**What is needed**
Could the listing below be reproduced exactly, minus its pictures?

____________

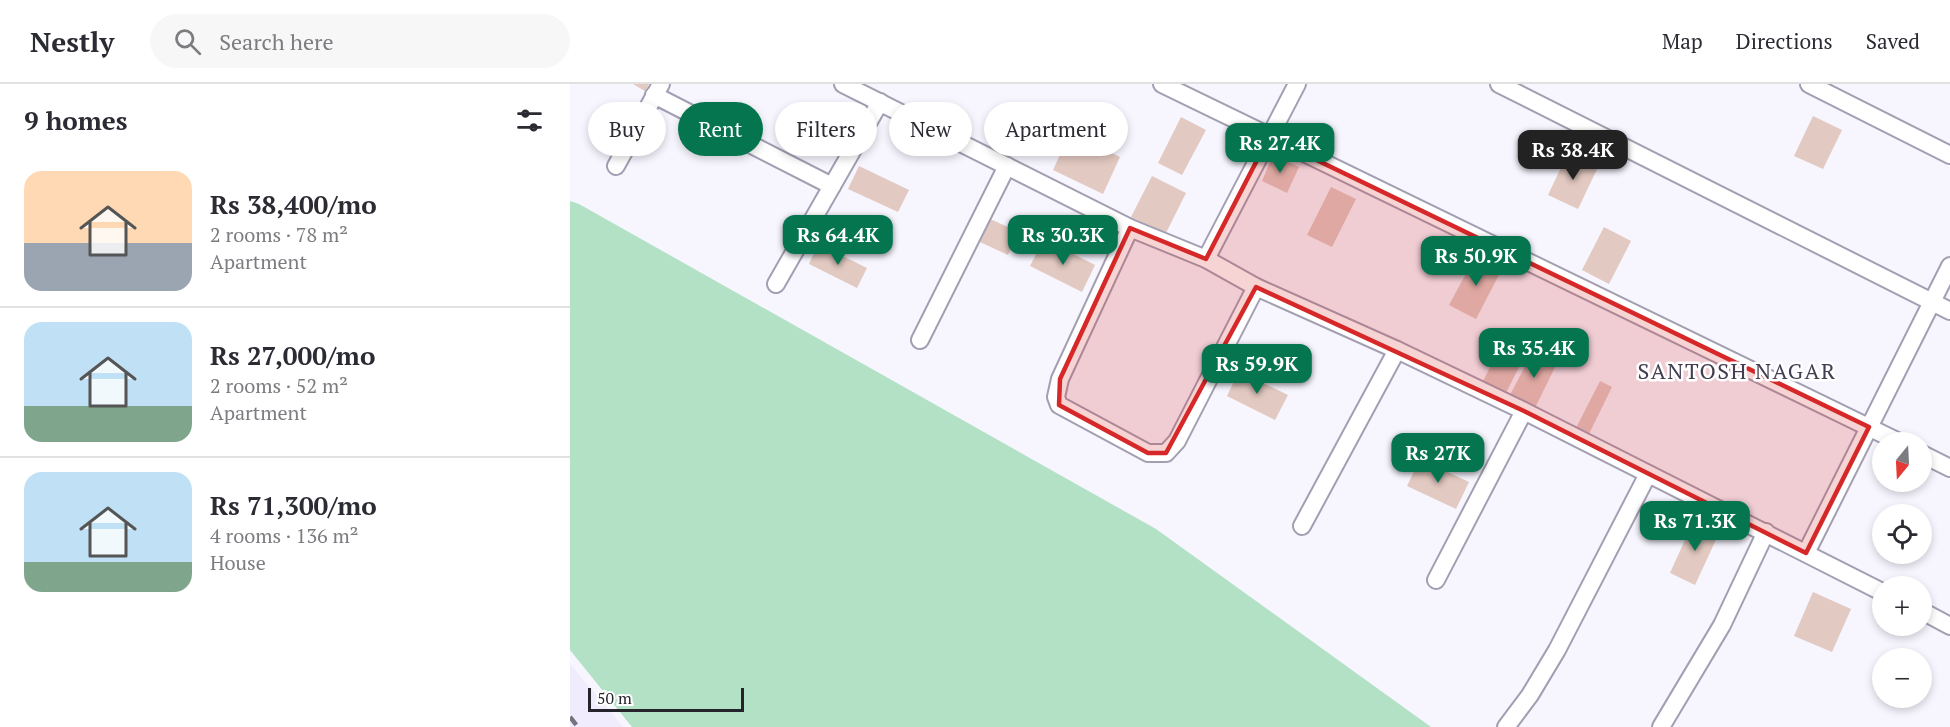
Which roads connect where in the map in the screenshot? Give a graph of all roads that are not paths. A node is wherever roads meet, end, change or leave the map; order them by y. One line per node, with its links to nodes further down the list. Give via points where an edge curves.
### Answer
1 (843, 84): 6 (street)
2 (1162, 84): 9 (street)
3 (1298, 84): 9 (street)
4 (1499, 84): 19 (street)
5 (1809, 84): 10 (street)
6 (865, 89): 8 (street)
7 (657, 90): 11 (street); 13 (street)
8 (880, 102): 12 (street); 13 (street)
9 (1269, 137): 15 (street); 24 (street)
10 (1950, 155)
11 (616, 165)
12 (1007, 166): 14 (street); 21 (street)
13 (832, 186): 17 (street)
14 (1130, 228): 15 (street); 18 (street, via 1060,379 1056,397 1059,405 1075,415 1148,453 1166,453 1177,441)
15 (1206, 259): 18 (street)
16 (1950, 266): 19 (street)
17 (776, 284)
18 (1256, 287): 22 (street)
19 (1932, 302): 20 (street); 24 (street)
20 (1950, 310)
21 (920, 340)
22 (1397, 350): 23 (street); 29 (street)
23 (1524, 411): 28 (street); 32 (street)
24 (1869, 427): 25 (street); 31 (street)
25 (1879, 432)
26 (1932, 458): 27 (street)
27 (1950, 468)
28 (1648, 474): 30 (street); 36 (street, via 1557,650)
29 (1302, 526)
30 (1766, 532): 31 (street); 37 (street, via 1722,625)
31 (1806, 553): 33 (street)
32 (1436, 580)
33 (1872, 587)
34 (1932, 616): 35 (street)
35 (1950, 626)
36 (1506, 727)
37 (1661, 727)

____________

**Worked solution**
Which roads connect where in the map in the screenshot? Give a graph of all roads that are not paths. A node is wherever roads meet, end, change or leave the map; order them by y. One line per node, with its links to nodes further down the list. Give via points where an edge curves.
### Answer
1 (843, 84): 6 (street)
2 (1162, 84): 9 (street)
3 (1298, 84): 9 (street)
4 (1499, 84): 19 (street)
5 (1809, 84): 10 (street)
6 (865, 89): 8 (street)
7 (657, 90): 11 (street); 13 (street)
8 (880, 102): 12 (street); 13 (street)
9 (1269, 137): 15 (street); 24 (street)
10 (1950, 155)
11 (616, 165)
12 (1007, 166): 14 (street); 21 (street)
13 (832, 186): 17 (street)
14 (1130, 228): 15 (street); 18 (street, via 1060,379 1056,397 1059,405 1075,415 1148,453 1166,453 1177,441)
15 (1206, 259): 18 (street)
16 (1950, 266): 19 (street)
17 (776, 284)
18 (1256, 287): 22 (street)
19 (1932, 302): 20 (street); 24 (street)
20 (1950, 310)
21 (920, 340)
22 (1397, 350): 23 (street); 29 (street)
23 (1524, 411): 28 (street); 32 (street)
24 (1869, 427): 25 (street); 31 (street)
25 (1879, 432)
26 (1932, 458): 27 (street)
27 (1950, 468)
28 (1648, 474): 30 (street); 36 (street, via 1557,650)
29 (1302, 526)
30 (1766, 532): 31 (street); 37 (street, via 1722,625)
31 (1806, 553): 33 (street)
32 (1436, 580)
33 (1872, 587)
34 (1932, 616): 35 (street)
35 (1950, 626)
36 (1506, 727)
37 (1661, 727)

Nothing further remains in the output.